Michael Ubaldi, December 5, 2003.
 

John Cullinan squares on the threat to Iraqi liberalism posed by Ayatollah Sistani in National Review today. On the one hand, he takes the disturbing similarities between Sistani's rhetoric and clerical rule, even if "indirect," seriously; on the other, however, he recognizes Sistani's brief opportunity to capitalize on domestic uncertainty and President Bush's statements of resistance to the kind of theocratic mischief currently brewing in Afghanistan. He summarizes:

Present circumstances in which nationalist passions and religious sentiments are mutually reinforcing will not last forever.
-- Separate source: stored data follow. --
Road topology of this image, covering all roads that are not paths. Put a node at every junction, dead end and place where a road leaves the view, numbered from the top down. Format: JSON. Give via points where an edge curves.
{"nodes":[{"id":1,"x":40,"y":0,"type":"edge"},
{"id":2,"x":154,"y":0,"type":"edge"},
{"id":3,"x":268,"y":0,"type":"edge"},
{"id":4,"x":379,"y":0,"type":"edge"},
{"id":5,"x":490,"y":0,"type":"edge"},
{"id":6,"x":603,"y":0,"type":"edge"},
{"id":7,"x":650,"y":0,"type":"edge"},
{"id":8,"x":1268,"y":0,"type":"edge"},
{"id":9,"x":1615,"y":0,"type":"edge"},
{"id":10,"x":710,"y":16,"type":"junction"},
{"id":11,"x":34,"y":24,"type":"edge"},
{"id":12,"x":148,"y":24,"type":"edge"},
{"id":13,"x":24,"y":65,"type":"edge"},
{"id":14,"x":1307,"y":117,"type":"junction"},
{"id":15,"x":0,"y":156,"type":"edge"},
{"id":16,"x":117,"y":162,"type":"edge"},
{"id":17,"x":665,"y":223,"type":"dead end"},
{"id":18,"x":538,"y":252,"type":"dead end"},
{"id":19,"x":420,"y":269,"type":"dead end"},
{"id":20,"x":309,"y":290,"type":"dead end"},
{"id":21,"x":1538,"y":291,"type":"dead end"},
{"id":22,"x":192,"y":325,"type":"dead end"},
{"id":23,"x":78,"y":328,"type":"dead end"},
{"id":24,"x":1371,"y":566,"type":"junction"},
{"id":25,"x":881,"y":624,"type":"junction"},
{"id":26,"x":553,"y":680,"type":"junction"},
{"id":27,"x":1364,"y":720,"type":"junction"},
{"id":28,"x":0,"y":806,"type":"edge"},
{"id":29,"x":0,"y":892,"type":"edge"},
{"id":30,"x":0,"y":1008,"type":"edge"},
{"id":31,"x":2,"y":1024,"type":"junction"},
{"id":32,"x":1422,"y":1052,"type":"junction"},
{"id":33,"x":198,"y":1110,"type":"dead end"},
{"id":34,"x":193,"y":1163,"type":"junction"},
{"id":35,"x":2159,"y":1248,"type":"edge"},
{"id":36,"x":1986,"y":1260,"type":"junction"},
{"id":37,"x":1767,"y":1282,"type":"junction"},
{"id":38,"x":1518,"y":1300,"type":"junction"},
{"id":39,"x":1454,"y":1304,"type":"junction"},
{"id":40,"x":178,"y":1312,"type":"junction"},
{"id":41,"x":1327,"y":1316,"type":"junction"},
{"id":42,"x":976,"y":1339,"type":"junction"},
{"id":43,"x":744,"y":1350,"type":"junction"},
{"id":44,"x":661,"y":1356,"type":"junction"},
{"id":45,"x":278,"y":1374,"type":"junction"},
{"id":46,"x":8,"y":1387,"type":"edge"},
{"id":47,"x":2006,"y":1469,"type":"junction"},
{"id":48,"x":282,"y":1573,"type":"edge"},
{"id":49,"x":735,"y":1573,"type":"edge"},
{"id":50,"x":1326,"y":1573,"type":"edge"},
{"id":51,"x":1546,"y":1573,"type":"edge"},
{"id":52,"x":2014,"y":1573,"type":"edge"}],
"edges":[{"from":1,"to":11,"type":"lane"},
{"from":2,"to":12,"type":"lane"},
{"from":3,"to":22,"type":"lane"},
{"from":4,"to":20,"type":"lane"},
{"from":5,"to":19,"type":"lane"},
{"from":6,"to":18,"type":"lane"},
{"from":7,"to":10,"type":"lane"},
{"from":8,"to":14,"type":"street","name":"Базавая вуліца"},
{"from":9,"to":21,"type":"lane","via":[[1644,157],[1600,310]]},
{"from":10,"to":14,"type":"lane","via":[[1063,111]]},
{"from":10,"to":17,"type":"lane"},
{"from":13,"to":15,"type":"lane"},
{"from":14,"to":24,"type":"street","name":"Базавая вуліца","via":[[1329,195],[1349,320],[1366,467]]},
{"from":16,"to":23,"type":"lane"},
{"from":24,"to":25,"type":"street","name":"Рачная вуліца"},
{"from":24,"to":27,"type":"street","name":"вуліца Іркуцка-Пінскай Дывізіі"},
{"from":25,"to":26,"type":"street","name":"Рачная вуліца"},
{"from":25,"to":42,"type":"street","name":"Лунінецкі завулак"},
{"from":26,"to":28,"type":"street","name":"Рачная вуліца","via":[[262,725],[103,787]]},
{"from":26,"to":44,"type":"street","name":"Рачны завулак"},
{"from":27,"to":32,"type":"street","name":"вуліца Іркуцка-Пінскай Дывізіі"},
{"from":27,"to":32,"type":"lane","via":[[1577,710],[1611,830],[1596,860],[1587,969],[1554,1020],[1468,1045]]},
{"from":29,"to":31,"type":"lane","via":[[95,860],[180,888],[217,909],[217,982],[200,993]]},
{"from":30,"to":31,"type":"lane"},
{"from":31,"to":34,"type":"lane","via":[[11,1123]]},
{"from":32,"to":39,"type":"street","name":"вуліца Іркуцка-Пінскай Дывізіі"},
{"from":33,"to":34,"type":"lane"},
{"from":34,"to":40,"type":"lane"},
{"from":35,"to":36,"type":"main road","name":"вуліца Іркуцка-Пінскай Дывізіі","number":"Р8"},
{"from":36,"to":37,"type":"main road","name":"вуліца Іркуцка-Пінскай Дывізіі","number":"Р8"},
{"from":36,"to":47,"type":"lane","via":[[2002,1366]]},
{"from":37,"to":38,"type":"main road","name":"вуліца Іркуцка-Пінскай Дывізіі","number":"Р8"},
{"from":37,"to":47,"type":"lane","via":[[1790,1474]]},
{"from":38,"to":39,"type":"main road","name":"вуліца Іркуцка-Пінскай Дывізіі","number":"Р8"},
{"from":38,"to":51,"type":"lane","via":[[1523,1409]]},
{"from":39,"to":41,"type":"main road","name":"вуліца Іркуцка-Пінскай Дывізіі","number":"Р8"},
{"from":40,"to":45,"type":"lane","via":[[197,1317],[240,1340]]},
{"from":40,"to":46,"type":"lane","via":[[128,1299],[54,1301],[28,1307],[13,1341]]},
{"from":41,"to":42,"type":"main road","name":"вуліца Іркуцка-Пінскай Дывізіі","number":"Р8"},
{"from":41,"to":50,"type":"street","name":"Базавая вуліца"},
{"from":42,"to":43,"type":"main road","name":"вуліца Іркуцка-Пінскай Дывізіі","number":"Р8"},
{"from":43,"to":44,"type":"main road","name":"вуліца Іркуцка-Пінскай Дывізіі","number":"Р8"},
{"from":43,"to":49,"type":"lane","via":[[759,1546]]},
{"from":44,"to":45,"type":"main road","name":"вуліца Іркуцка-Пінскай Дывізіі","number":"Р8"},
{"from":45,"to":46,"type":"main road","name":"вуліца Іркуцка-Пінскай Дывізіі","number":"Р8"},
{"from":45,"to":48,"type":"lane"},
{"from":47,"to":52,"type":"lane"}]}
Indeed, one Iraqi observer puts it this way: "The religious parties are afraid that in a year or two, the standard of living will increase and prosperity will increase and the people will not go for these religious parties," according to Jabber Habbib, a political scientist at Baghdad University. In fact, the clergy's indecent haste to settle Iraq's political future in advance reflects a senior State Department official's celebrated 1990 characterization of Islamic democracy as "one man, one vote, one time."

It is above all on this paramount religion-and-state issue that battle lines are being drawn. But this dispute is also a straightforward test of strength between the U.S. and its nominal allies in the IGC, on the one hand, and Ayatollah Sistani and the senior Shiite clerical establishment, on the other. "We cannot deny there is an attempt to set a precedent on Sistani's side and our side," said one IGC member, understandably on condition of anonymity. "This is more than about elections. It's about whether we will allow one man to dictate the terms of our sovereignty."


Operative word being, I think, "dicate."